Saved entries
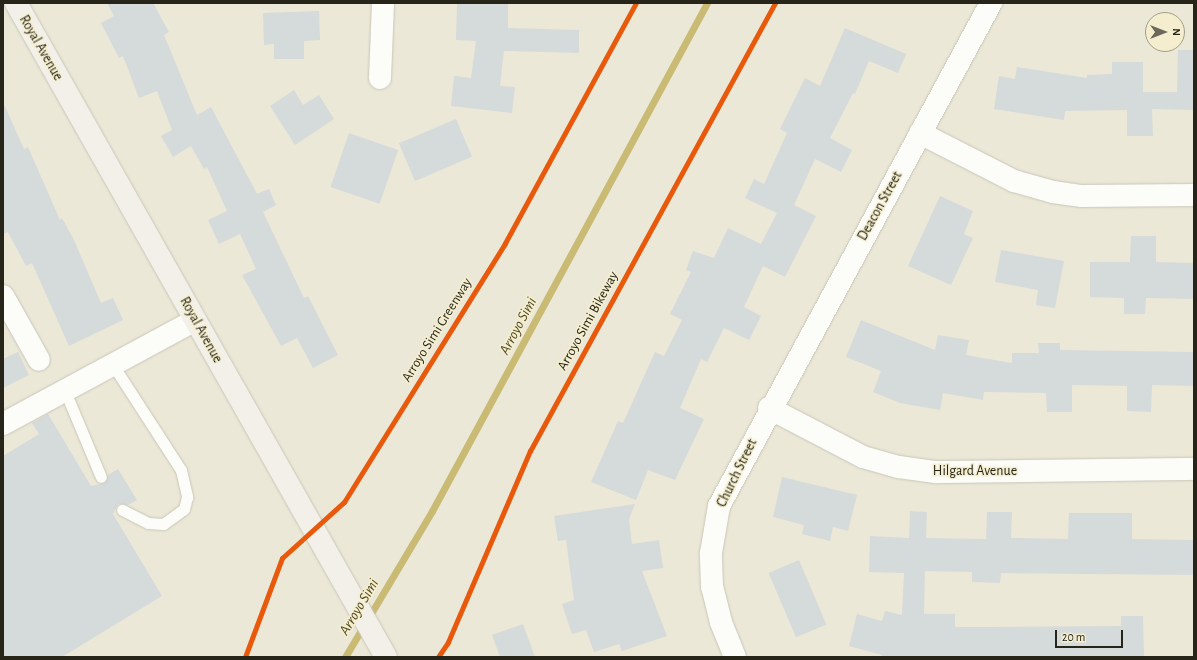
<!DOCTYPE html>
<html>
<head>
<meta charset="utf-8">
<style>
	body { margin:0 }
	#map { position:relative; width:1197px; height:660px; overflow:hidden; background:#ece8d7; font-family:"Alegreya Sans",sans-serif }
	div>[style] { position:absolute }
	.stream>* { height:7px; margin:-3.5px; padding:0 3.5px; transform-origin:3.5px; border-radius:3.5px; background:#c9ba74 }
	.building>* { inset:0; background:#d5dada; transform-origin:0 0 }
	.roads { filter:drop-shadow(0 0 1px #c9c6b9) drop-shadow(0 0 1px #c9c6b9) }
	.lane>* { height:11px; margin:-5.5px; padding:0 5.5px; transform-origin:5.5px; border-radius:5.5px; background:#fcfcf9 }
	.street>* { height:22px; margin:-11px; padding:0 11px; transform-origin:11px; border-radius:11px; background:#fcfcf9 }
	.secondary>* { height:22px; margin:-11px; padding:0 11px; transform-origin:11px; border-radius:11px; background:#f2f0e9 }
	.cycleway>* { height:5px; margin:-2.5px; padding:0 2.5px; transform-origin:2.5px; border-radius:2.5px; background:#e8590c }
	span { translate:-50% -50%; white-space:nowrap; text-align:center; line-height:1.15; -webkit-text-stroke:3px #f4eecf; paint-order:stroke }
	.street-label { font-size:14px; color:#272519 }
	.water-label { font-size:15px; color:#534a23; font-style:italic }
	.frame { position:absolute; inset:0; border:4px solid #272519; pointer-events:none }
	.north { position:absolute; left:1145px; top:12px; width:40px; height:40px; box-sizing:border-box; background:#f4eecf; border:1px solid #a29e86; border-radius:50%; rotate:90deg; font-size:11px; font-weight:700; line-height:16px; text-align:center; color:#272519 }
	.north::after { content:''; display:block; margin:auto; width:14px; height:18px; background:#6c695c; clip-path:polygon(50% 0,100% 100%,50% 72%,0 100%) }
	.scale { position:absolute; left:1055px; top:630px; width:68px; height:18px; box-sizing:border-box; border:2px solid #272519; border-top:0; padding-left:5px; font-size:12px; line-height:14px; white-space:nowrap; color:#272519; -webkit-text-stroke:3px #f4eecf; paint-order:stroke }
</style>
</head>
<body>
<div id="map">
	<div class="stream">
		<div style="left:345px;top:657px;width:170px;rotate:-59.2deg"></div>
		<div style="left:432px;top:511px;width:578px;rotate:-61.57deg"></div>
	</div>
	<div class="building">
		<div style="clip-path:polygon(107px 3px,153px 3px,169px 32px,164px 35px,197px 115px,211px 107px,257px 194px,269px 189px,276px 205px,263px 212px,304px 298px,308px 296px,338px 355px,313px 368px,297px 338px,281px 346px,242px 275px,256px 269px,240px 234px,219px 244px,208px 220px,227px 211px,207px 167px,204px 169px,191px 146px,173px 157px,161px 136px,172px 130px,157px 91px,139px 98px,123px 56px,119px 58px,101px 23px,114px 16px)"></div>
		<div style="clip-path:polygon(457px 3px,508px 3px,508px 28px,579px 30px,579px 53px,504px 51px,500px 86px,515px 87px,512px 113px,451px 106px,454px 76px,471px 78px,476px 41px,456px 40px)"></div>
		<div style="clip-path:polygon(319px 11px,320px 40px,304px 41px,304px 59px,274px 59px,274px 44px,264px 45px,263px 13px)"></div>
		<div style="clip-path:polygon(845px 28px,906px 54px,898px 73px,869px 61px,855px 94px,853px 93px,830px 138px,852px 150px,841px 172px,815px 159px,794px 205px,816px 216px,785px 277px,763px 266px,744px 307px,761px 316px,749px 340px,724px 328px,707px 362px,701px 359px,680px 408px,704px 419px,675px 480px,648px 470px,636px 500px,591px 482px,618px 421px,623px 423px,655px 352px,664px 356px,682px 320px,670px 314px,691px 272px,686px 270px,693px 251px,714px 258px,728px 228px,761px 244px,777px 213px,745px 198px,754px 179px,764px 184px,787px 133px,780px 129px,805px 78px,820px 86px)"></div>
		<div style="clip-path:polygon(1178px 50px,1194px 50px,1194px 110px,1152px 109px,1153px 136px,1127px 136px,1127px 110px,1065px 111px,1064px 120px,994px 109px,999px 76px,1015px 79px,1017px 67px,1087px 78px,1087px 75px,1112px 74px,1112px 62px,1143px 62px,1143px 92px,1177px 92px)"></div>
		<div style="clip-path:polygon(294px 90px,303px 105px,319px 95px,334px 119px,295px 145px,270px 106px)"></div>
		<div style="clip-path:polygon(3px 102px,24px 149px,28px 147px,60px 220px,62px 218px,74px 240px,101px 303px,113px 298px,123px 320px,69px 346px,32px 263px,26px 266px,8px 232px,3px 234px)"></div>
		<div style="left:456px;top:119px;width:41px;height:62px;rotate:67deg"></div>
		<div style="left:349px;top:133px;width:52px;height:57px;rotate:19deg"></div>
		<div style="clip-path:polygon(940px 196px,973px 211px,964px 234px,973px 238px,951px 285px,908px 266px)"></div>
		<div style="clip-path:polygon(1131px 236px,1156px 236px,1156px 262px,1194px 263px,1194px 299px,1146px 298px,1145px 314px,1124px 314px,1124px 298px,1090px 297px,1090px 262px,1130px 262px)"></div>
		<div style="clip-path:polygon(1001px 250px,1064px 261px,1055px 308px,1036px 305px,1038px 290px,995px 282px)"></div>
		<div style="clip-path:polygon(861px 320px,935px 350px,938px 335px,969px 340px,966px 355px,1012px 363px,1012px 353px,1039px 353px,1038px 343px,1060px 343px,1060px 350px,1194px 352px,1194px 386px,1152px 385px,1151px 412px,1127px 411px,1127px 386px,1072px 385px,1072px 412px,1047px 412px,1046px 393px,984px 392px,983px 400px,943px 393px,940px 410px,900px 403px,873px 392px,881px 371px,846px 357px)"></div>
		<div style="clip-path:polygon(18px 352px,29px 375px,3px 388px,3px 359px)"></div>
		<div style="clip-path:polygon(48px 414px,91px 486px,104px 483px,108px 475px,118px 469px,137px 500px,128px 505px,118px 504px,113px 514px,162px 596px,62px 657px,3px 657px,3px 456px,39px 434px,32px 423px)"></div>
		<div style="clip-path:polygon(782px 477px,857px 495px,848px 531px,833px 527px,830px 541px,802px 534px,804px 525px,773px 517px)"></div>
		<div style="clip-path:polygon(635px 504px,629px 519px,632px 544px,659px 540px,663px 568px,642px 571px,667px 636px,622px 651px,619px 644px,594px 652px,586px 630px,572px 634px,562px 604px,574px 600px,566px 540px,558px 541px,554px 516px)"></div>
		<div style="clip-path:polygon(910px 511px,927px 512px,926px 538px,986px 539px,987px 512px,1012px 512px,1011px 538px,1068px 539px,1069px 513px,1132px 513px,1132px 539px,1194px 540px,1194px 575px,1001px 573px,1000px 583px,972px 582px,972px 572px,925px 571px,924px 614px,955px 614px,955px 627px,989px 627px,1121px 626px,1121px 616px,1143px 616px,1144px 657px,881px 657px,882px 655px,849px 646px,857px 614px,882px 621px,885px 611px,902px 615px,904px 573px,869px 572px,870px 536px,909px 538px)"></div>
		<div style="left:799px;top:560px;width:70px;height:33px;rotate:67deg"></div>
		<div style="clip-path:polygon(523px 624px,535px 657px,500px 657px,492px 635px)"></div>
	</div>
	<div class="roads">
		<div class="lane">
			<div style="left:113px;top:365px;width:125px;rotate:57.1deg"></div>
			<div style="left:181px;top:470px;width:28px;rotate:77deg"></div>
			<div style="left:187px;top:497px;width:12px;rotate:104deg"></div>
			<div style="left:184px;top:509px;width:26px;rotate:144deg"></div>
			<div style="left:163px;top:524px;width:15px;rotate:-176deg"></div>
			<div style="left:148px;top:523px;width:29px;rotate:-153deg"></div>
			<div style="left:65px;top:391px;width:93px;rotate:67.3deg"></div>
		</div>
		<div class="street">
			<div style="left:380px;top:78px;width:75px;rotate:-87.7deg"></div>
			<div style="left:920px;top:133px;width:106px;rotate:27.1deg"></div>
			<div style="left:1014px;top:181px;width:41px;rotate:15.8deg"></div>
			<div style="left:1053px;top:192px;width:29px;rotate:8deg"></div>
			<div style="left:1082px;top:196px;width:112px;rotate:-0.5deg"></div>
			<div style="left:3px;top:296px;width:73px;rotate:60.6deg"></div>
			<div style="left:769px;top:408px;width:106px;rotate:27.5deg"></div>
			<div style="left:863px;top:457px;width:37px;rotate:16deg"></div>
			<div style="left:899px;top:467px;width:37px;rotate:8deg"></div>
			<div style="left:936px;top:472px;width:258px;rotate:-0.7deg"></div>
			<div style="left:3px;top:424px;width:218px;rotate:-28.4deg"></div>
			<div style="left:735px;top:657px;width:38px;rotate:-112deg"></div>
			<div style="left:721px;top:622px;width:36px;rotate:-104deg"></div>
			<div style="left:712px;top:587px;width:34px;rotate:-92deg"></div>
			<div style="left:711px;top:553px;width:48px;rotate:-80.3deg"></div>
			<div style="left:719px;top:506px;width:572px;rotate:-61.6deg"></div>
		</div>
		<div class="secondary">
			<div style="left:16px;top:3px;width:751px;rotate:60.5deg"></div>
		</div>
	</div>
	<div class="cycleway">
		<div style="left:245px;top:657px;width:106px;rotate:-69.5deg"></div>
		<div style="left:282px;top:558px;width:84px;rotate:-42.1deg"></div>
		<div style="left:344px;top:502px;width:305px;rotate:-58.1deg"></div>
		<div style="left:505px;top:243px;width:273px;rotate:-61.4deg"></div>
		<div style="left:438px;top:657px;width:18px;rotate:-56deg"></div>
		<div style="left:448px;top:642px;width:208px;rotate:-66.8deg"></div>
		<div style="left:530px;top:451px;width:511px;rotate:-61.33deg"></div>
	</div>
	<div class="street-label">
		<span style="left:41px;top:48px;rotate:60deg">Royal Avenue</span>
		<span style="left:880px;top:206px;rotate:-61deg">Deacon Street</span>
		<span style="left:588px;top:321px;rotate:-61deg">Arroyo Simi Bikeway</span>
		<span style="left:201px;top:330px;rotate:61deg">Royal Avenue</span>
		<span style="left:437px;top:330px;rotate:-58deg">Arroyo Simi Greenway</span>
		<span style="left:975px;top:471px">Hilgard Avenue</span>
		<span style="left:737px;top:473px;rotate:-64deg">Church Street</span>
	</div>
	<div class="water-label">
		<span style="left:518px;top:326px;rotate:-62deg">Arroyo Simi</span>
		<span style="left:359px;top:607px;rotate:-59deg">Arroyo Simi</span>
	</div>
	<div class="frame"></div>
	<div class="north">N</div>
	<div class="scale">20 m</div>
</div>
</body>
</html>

TASK REQUIREMENTS:
Show all lines from the records above where the word "radius" occurs.

RESULT OF THIS EXERCISE:
	.stream>* { height:7px; margin:-3.5px; padding:0 3.5px; transform-origin:3.5px; border-radius:3.5px; background:#c9ba74 }
	.lane>* { height:11px; margin:-5.5px; padding:0 5.5px; transform-origin:5.5px; border-radius:5.5px; background:#fcfcf9 }
	.street>* { height:22px; margin:-11px; padding:0 11px; transform-origin:11px; border-radius:11px; background:#fcfcf9 }
	.secondary>* { height:22px; margin:-11px; padding:0 11px; transform-origin:11px; border-radius:11px; background:#f2f0e9 }
	.cycleway>* { height:5px; margin:-2.5px; padding:0 2.5px; transform-origin:2.5px; border-radius:2.5px; background:#e8590c }
	.north { position:absolute; left:1145px; top:12px; width:40px; height:40px; box-sizing:border-box; background:#f4eecf; border:1px solid #a29e86; border-radius:50%; rotate:90deg; font-size:11px; font-weight:700; line-height:16px; text-align:center; color:#272519 }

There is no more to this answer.